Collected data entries
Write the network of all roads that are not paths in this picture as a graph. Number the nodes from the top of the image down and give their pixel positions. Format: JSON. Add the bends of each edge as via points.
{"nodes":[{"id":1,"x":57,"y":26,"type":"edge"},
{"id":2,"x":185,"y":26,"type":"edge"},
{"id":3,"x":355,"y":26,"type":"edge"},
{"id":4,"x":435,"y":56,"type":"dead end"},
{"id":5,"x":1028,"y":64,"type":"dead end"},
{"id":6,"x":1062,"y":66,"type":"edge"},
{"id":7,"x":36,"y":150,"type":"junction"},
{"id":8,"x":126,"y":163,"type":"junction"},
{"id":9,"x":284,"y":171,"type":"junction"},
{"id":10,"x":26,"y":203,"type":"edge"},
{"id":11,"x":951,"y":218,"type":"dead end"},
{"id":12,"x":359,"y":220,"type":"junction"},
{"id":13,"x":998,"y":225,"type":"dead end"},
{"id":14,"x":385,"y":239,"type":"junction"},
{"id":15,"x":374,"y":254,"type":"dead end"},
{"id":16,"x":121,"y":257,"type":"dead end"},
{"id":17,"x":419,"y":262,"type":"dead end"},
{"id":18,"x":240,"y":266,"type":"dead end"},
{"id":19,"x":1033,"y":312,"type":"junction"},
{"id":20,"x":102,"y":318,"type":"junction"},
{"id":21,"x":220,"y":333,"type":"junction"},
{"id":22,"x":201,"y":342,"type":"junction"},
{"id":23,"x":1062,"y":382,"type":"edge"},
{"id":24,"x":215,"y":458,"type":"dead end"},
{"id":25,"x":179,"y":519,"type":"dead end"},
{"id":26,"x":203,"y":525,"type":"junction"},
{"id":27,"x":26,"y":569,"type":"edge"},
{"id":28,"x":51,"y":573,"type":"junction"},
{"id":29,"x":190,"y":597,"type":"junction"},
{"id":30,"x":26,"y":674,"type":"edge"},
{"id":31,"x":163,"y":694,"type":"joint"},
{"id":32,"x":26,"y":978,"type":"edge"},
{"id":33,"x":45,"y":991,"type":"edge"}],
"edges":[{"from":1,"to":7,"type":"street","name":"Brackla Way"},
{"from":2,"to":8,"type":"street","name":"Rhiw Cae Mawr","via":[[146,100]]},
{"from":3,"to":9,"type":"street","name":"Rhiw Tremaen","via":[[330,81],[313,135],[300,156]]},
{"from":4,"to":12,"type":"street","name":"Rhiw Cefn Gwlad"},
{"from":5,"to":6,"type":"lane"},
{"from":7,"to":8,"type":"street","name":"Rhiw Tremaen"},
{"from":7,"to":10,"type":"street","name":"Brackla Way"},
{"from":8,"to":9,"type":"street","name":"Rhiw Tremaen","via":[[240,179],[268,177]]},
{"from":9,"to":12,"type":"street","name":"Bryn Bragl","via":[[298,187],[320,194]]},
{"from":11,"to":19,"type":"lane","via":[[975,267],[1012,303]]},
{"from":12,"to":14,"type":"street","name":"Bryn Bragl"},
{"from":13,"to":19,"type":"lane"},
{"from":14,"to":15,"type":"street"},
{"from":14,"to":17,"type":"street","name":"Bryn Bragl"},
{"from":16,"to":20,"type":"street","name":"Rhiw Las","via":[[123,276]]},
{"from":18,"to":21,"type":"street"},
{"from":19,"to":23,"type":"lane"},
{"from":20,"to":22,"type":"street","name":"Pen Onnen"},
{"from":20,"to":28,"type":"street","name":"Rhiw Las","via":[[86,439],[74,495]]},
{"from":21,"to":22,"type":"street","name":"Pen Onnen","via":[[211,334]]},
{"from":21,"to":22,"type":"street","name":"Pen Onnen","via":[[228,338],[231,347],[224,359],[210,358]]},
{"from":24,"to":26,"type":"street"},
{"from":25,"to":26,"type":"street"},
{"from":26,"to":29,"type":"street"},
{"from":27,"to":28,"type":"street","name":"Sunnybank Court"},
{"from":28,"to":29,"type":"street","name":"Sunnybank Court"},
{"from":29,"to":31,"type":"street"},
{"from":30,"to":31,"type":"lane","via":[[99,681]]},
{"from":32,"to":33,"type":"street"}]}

## Task statement
Retype each record in full, please.

## Answer space
Write the network of all roads that are not paths in this picture as a graph. Number the nodes from the top of the image down and give their pixel positions. Format: JSON. Add the bends of each edge as via points.
{"nodes":[{"id":1,"x":57,"y":26,"type":"edge"},
{"id":2,"x":185,"y":26,"type":"edge"},
{"id":3,"x":355,"y":26,"type":"edge"},
{"id":4,"x":435,"y":56,"type":"dead end"},
{"id":5,"x":1028,"y":64,"type":"dead end"},
{"id":6,"x":1062,"y":66,"type":"edge"},
{"id":7,"x":36,"y":150,"type":"junction"},
{"id":8,"x":126,"y":163,"type":"junction"},
{"id":9,"x":284,"y":171,"type":"junction"},
{"id":10,"x":26,"y":203,"type":"edge"},
{"id":11,"x":951,"y":218,"type":"dead end"},
{"id":12,"x":359,"y":220,"type":"junction"},
{"id":13,"x":998,"y":225,"type":"dead end"},
{"id":14,"x":385,"y":239,"type":"junction"},
{"id":15,"x":374,"y":254,"type":"dead end"},
{"id":16,"x":121,"y":257,"type":"dead end"},
{"id":17,"x":419,"y":262,"type":"dead end"},
{"id":18,"x":240,"y":266,"type":"dead end"},
{"id":19,"x":1033,"y":312,"type":"junction"},
{"id":20,"x":102,"y":318,"type":"junction"},
{"id":21,"x":220,"y":333,"type":"junction"},
{"id":22,"x":201,"y":342,"type":"junction"},
{"id":23,"x":1062,"y":382,"type":"edge"},
{"id":24,"x":215,"y":458,"type":"dead end"},
{"id":25,"x":179,"y":519,"type":"dead end"},
{"id":26,"x":203,"y":525,"type":"junction"},
{"id":27,"x":26,"y":569,"type":"edge"},
{"id":28,"x":51,"y":573,"type":"junction"},
{"id":29,"x":190,"y":597,"type":"junction"},
{"id":30,"x":26,"y":674,"type":"edge"},
{"id":31,"x":163,"y":694,"type":"joint"},
{"id":32,"x":26,"y":978,"type":"edge"},
{"id":33,"x":45,"y":991,"type":"edge"}],
"edges":[{"from":1,"to":7,"type":"street","name":"Brackla Way"},
{"from":2,"to":8,"type":"street","name":"Rhiw Cae Mawr","via":[[146,100]]},
{"from":3,"to":9,"type":"street","name":"Rhiw Tremaen","via":[[330,81],[313,135],[300,156]]},
{"from":4,"to":12,"type":"street","name":"Rhiw Cefn Gwlad"},
{"from":5,"to":6,"type":"lane"},
{"from":7,"to":8,"type":"street","name":"Rhiw Tremaen"},
{"from":7,"to":10,"type":"street","name":"Brackla Way"},
{"from":8,"to":9,"type":"street","name":"Rhiw Tremaen","via":[[240,179],[268,177]]},
{"from":9,"to":12,"type":"street","name":"Bryn Bragl","via":[[298,187],[320,194]]},
{"from":11,"to":19,"type":"lane","via":[[975,267],[1012,303]]},
{"from":12,"to":14,"type":"street","name":"Bryn Bragl"},
{"from":13,"to":19,"type":"lane"},
{"from":14,"to":15,"type":"street"},
{"from":14,"to":17,"type":"street","name":"Bryn Bragl"},
{"from":16,"to":20,"type":"street","name":"Rhiw Las","via":[[123,276]]},
{"from":18,"to":21,"type":"street"},
{"from":19,"to":23,"type":"lane"},
{"from":20,"to":22,"type":"street","name":"Pen Onnen"},
{"from":20,"to":28,"type":"street","name":"Rhiw Las","via":[[86,439],[74,495]]},
{"from":21,"to":22,"type":"street","name":"Pen Onnen","via":[[211,334]]},
{"from":21,"to":22,"type":"street","name":"Pen Onnen","via":[[228,338],[231,347],[224,359],[210,358]]},
{"from":24,"to":26,"type":"street"},
{"from":25,"to":26,"type":"street"},
{"from":26,"to":29,"type":"street"},
{"from":27,"to":28,"type":"street","name":"Sunnybank Court"},
{"from":28,"to":29,"type":"street","name":"Sunnybank Court"},
{"from":29,"to":31,"type":"street"},
{"from":30,"to":31,"type":"lane","via":[[99,681]]},
{"from":32,"to":33,"type":"street"}]}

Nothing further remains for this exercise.